La sonde a entamé un rapprochement et une descente, elle s'est
posée en douceur sur l'astéroïde le 14 février 2001;
le jour de la St Valentin ! Tout en se rapprochant, elle a pris des photos. La
sonde a continué d'émettre des bips mais ils ont cessé le
18 février 2001.
La force de gravité est de 1/1000 de celle de
la Terre.
Trois fois par siècle, Eros se rapproche à moins de
20 millions de Km de la Terre. Son nud descendant se rapproche de nous,
mais nous ne devrions pas le croiser.

Photo
de Eros prise par la sonde NEAR à 1150m avant le contact avec l'astéroïde
Découvert
en 1880, mais c'est en 1999 que le radiotélescope d'Arécibo, à
Porto Rico a retrouvé dans la ceinture principale des astéroïdes
à 171 millions de Km, un bloc, c'est 216 Cléopâtre, qui a
une forme de gros os de 217 Km de long, 94 Km de large et 80 Km d'épaisseur.

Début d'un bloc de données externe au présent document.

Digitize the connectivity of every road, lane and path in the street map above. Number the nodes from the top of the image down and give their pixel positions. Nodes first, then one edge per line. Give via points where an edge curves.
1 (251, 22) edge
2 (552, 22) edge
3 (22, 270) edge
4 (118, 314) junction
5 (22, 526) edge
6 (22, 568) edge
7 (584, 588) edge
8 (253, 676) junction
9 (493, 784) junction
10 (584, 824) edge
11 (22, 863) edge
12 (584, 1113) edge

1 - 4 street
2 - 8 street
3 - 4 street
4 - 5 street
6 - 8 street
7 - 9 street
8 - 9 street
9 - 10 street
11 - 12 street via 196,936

Les échos radar réfléchissants et sa coloration laissent
à penser qu'il est constitué essentiellement de fer et de nickel,
mais sa surface serait poreuse et friable.
Cette forme est peut-être
due à une collision violente sans briser complètement les deux blocs.
Ceci rappelle les allures de Geografos avec sa forme de cigare et de Castilia
avec ses deux boules accolées qui font penser à des haltères.